NYSE:NKE Discounted Cash Flow May 23rd 2022 The assumptions Valuations are imprecise instruments though, rather like a telescope - move a few degrees and end up in a different galaxy. Relative to the current share price of US$108, the company appears a touch undervalued at a 20% discount to where the stock price trades currently. The last step is to then divide the equity value by the number of shares outstanding.

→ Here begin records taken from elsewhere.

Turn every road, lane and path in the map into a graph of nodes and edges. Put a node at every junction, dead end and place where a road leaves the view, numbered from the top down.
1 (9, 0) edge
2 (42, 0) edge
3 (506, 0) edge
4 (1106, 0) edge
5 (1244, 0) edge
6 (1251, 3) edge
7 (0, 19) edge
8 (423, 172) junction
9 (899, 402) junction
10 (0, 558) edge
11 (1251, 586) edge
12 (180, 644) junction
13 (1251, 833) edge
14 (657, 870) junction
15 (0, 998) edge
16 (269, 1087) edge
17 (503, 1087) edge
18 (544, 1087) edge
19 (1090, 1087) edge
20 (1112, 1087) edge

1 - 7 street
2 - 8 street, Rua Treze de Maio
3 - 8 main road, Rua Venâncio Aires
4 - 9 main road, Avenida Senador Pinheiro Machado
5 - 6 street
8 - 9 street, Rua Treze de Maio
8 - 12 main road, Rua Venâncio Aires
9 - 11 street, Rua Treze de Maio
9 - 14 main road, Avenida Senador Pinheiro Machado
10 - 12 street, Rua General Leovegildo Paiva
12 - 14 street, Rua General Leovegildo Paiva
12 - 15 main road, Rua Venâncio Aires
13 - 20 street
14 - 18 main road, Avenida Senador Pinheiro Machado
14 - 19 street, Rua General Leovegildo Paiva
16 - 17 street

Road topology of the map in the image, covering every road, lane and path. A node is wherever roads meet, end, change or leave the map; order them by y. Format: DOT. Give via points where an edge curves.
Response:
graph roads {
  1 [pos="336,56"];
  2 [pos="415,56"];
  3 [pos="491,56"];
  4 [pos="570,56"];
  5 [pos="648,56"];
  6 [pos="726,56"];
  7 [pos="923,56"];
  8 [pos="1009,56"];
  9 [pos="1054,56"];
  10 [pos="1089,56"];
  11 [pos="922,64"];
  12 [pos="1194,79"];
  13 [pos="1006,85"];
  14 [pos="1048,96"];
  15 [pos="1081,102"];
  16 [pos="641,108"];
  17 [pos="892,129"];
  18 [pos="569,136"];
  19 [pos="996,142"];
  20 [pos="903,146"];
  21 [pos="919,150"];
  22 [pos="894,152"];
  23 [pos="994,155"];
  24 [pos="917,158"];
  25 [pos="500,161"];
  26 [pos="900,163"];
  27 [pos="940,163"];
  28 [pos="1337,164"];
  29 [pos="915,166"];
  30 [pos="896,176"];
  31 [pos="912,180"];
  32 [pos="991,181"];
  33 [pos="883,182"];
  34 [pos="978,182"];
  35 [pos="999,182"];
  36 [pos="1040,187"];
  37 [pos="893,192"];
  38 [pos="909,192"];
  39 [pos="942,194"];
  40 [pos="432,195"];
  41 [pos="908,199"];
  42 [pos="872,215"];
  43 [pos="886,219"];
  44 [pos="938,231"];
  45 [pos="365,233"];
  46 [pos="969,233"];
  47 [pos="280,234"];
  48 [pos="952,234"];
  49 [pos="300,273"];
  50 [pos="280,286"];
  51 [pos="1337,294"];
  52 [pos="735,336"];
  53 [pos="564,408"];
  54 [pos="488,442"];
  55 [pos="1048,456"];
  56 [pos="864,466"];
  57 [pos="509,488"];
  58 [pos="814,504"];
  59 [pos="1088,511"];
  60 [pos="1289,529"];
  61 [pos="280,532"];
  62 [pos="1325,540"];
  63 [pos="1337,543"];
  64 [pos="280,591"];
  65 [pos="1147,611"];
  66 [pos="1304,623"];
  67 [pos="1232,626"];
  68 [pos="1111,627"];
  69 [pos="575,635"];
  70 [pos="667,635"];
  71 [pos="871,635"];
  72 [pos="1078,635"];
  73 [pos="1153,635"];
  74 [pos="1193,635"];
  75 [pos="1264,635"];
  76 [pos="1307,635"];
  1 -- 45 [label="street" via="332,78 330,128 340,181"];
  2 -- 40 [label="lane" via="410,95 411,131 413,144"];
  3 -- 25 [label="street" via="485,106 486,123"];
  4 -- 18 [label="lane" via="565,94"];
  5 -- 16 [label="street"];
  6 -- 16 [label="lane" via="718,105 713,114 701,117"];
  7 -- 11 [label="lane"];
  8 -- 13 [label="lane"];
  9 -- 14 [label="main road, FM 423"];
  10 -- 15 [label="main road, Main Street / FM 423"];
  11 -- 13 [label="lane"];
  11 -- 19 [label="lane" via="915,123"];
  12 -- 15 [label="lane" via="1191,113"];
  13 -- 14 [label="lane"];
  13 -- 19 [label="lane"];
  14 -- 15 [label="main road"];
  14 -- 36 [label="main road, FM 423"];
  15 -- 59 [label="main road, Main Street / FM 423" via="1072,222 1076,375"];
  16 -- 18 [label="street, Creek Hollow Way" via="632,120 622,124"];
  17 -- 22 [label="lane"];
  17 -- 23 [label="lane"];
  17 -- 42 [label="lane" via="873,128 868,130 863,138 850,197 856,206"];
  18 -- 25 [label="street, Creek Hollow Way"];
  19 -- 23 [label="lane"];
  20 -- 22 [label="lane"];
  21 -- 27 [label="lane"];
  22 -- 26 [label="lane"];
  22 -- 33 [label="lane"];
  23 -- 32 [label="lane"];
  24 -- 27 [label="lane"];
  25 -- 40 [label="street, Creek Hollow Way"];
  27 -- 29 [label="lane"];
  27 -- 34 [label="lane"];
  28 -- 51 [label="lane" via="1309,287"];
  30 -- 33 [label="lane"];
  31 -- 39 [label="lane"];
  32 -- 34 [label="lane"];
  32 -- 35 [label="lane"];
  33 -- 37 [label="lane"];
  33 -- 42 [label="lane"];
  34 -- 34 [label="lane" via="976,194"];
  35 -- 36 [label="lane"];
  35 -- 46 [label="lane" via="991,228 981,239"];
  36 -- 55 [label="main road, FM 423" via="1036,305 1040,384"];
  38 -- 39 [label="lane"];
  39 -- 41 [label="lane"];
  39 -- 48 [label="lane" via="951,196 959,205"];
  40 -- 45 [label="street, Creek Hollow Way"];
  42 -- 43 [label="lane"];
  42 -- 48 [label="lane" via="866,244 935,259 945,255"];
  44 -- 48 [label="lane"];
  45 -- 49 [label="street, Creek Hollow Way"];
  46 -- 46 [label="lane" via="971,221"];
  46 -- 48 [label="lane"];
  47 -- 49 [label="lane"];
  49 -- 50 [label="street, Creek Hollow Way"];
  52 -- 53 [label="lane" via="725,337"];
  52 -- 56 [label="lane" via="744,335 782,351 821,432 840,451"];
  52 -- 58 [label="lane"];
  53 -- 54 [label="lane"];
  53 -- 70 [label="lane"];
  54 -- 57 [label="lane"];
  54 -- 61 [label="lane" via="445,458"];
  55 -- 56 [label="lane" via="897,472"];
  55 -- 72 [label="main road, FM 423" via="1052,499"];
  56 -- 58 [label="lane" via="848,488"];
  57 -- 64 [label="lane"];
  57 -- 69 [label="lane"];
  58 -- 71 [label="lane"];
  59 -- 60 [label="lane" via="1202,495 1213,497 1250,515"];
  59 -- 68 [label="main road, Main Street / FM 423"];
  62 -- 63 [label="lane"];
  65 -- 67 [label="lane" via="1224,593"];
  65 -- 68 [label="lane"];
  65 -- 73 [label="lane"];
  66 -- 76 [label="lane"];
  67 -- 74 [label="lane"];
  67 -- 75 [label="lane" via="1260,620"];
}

#Trminal growth rate of stock plus
The total value is the sum of cash flows for the next ten years plus the discounted terminal value, which results in the Total Equity Value, which in this case is US$212b. We discount the terminal cash flows to today's value at a cost of equity of 6.3%. The Gordon Growth formula is used to calculate Terminal Value at a future annual growth rate equal to the 5-year average of the 10-year government bond yield of 1.9%. We now need to calculate the Terminal Value, which accounts for all the future cash flows after this ten year period. ("Est" = FCF growth rate estimated by Simply Wall St) Present Value of 10-year Cash Flow (PVCF) = US$65b Present Value ($, Millions) Discounted 6.3%
#Trminal growth rate of stock free
Generally we assume that a dollar today is more valuable than a dollar in the future, and so the sum of these future cash flows is then discounted to today's value: 10-year free cash flow (FCF) forecast We do this to reflect that growth tends to slow more in the early years than it does in later years. We assume companies with shrinking free cash flow will slow their rate of shrinkage, and that companies with growing free cash flow will see their growth rate slow, over this period. Where possible we use analyst estimates, but when these aren't available we extrapolate the previous free cash flow (FCF) from the last estimate or reported value. To begin with, we have to get estimates of the next ten years of cash flows. Generally the first stage is higher growth, and the second stage is a lower growth phase. We use what is known as a 2-stage model, which simply means we have two different periods of growth rates for the company's cash flows. View our latest analysis for NIKE The calculation

For those who are keen learners of equity analysis, the Simply Wall St analysis model here may be something of interest to you. Believe it or not, it's not too difficult to follow, as you'll see from our example!Ĭompanies can be valued in a lot of ways, so we would point out that a DCF is not perfect for every situation. One way to achieve this is by employing the Discounted Cash Flow (DCF) model. ( NYSE:NKE) as an investment opportunity by taking the expected future cash flows and discounting them to today's value. If the company falters on either of these factors, confidence in the stock's sky-high valuation could wane.Today we'll do a simple run through of a valuation method used to estimate the attractiveness of NIKE, Inc. But continued rapid growth rates and narrowing losses are key to this thesis. Investors in the growth stock are betting that strong growth and a scalable business model will help the company generate strong earnings over time. The company commands a towering market capitalization of about $49 billion, even as it continues to report losses. Whatever Snowflake reports this week, expectations are high. The company has over $5 billion of cash on its balance sheet and zero debt and generates positive free cash flow. While losses are a concern, investors can take comfort in Snowflake's strong balance sheet. Investors should look for Snowflake's quarterly net losses to continue narrowing as the company continues its journey toward profitability. Importantly, however, the loss was an improvement from a loss of $203 million in the year-ago period. In fiscal Q1, Snowflake's net loss was $166 million - a significant sum for a company with just $422 million in revenue during the period. Another important item for investors to check on during the quarter will be Snowflake's reported operating loss.